Pink Cloud 110406
Friday, February 10, 2012
Tuesday, August 9, 2011
Wednesday, August 3, 2011
Treatment, AA, NA, this new way of life: rituals or ceremonies have become important to me. As my divorce ferret, pink, approaches the end of her life, I am having a BIG BASH, and I mean BIG: photobooth, decorated sugar cookies, friends book, favors, bahn mi, games, the works! It's a way for me to allow her to go, and respect the grief and her joyous life.
Last night, I made this yummy, very yummy gingerbread hedgehogs for the party!
Saturday, August 14, 2010
SA 2010
Today, I uploaded pics from San Antonio World Convention 2010 to facebook. San Antonio was awesome and inspired me in so many ways.
On my third day in a treatment center, I met my assigned counselor. She said to me (I think): Kim, you need to talk, people will need to hear what you have to say. I did not understand at all, so I looked at her with my famous deer in the headlights look, and stayed silent. I was so blank, so tired, so far down that I just could not talk.
During the meetings at World, I started to understand. We need to share our stories with each other. I need to get out and meet more of us and listen and share: what it was like, what happened, and what it is like now. How to 'get out' is the biggest question mark, but I am inspired to share my story with those who need to hear it.
Thursday, August 5, 2010
pink, my ferret
Divorce sucks. I never felt so alone. I got a theripist and a little furnished studio apartment in town, which I hated since the first day I woke up there alone. I drank. I went to the bar and drank. I came home and drank and popped xanax and got stoned.
My therapist suggested a pet....a little something to love and be 'responsible and sober' for: to feed and play with and snuggle and love. I watched the revenge divorce movie 'Along Came Polly' alot.
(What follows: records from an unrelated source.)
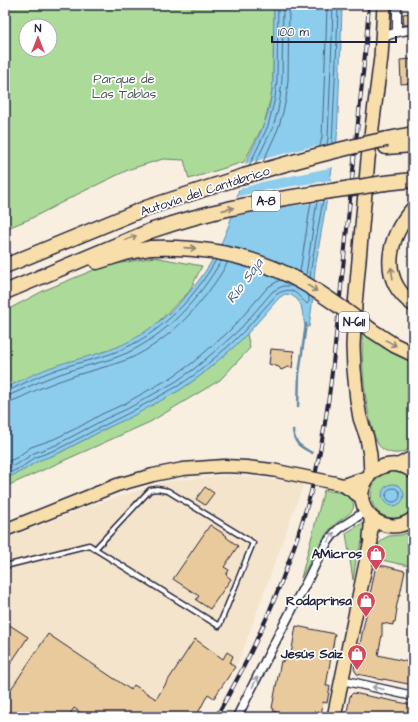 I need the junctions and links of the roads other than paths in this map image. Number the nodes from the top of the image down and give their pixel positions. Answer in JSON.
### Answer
{"nodes":[{"id":1,"x":384,"y":5,"type":"edge"},
{"id":2,"x":397,"y":5,"type":"edge"},
{"id":3,"x":413,"y":30,"type":"edge"},
{"id":4,"x":397,"y":32,"type":"junction"},
{"id":5,"x":382,"y":38,"type":"junction"},
{"id":6,"x":413,"y":134,"type":"edge"},
{"id":7,"x":387,"y":143,"type":"junction"},
{"id":8,"x":413,"y":144,"type":"edge"},
{"id":9,"x":413,"y":180,"type":"edge"},
{"id":10,"x":146,"y":208,"type":"junction"},
{"id":11,"x":413,"y":209,"type":"edge"},
{"id":12,"x":5,"y":256,"type":"edge"},
{"id":13,"x":5,"y":266,"type":"edge"},
{"id":14,"x":5,"y":292,"type":"edge"},
{"id":15,"x":5,"y":296,"type":"edge"},
{"id":16,"x":413,"y":304,"type":"edge"},
{"id":17,"x":413,"y":354,"type":"edge"},
{"id":18,"x":366,"y":438,"type":"junction"},
{"id":19,"x":413,"y":458,"type":"edge"},
{"id":20,"x":396,"y":465,"type":"junction"},
{"id":21,"x":413,"y":472,"type":"edge"},
{"id":22,"x":369,"y":475,"type":"junction"},
{"id":23,"x":339,"y":484,"type":"junction"},
{"id":24,"x":362,"y":498,"type":"junction"},
{"id":25,"x":368,"y":514,"type":"junction"},
{"id":26,"x":412,"y":520,"type":"edge"},
{"id":27,"x":389,"y":526,"type":"junction"},
{"id":28,"x":5,"y":530,"type":"edge"},
{"id":29,"x":372,"y":541,"type":"junction"},
{"id":30,"x":95,"y":549,"type":"junction"},
{"id":31,"x":5,"y":566,"type":"edge"},
{"id":32,"x":342,"y":680,"type":"junction"},
{"id":33,"x":413,"y":696,"type":"edge"},
{"id":34,"x":237,"y":717,"type":"edge"},
{"id":35,"x":334,"y":717,"type":"edge"}],
"edges":[{"from":1,"to":5,"type":"highway","number":"N-611"},
{"from":2,"to":4,"type":"street"},
{"from":3,"to":4,"type":"street"},
{"from":4,"to":5,"type":"street"},
{"from":5,"to":18,"type":"highway","number":"N-611"},
{"from":6,"to":7,"type":"highway"},
{"from":7,"to":8,"type":"highway"},
{"from":7,"to":10,"type":"highway","name":"Autovía del Cantábrico","number":"A-8","bridge":true},
{"from":14,"to":9,"type":"highway","name":"Autovía del Cantábrico","number":"A-8","one_way":true,"bridge":true},
{"from":10,"to":12,"type":"highway"},
{"from":10,"to":13,"type":"highway","name":"Autovía del Cantábrico","number":"A-8"},
{"from":16,"to":11,"type":"highway","one_way":true},
{"from":15,"to":17,"type":"highway","one_way":true,"bridge":true},
{"from":18,"to":20,"type":"highway","number":"N-611"},
{"from":18,"to":22,"type":"highway","number":"N-611"},
{"from":19,"to":20,"type":"highway"},
{"from":20,"to":21,"type":"highway","number":"N-611"},
{"from":20,"to":22,"type":"highway"},
{"from":22,"to":23,"type":"main road"},
{"from":22,"to":24,"type":"highway","number":"N-611"},
{"from":23,"to":24,"type":"main road"},
{"from":23,"to":28,"type":"main road","bridge":true},
{"from":24,"to":25,"type":"highway"},
{"from":25,"to":27,"type":"highway"},
{"from":25,"to":29,"type":"highway"},
{"from":34,"to":25,"type":"street","one_way":true},
{"from":26,"to":27,"type":"highway"},
{"from":27,"to":29,"type":"highway"},
{"from":29,"to":32,"type":"highway"},
{"from":30,"to":30,"type":"lane"},
{"from":30,"to":31,"type":"lane"},
{"from":33,"to":32,"type":"street","one_way":true},
{"from":32,"to":35,"type":"highway"}]}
I liked the part where they kill the bed pillows. Anyway, Jennifer Aniston had a ferret. I thought I read that ferrets sleep 23 hours a day, eat once a day, and poop in a litter box.
Owning a ferret did nothing to get or keep me sober. I couldn't stop. But my ferret and I survived active addiction. She still suffers from OCD. Every Sunday Morning, we trot to our Living Sober meeting. She sits on my lap and listens to the shares. Her name is Pink. Now does that surprise you?
My therapist suggested a pet....a little something to love and be 'responsible and sober' for: to feed and play with and snuggle and love. I watched the revenge divorce movie 'Along Came Polly' alot. I liked the part where they kill the bed pillows. Anyway, Jennifer Aniston had a ferret. I thought I read that ferrets sleep 23 hours a day, eat once a day, and poop in a litter box.
Owning a ferret did nothing to get or keep me sober. I couldn't stop. But my ferret and I survived active addiction. She still suffers from OCD. Every Sunday Morning, we trot to our Living Sober meeting. She sits on my lap and listens to the shares. Her name is Pink. Now does that surprise you?
have my pink cake and eat it too
Soon after my ex-husband surprised me with a divorce, I began experiencing panic attacks. These attacks provided me with my soon to be favorite of all time drugs: xanax. yum. A few years later, I crawled into rehab with a couple of pills left.
In one group, clients began yelling and I had a panic attack. My counselor helped me out of my paralizing state with a sensory visualization that I could take with me into sobriety. I was to visualize my favorite cake: I chose a vanilla cake with pink vanilla icing. I took a deep breath in, smelling and tasting and touching the cake in my mind. As I would breathe out, I would blow out the candle and make a wish, smelling the smoke, wax, and vanilla.
In the beginning, I would have rather had a pill and gone into oblivion. Today, I still use this visualization, and quite often, I actually eat some cake too.
Wednesday, July 28, 2010
year one: thoughts
As my first year anniversary approached, 365 days clean and sober, I relived with feelings uggh the events and endless days and nights that led up to November 4th, 2006. I cried and cried and fought the urge to use. I called in the big guns, the ultimate weapon: another addict. Any one would do....I just went down the damn phone list. I made it through the night and through that day without using, but still, as I sat in my seat at the birthday meeting and picked up my hug and my chip, I felt as if I didn't deserve it because I had using thoughts. Wow...how powerful are thoughts?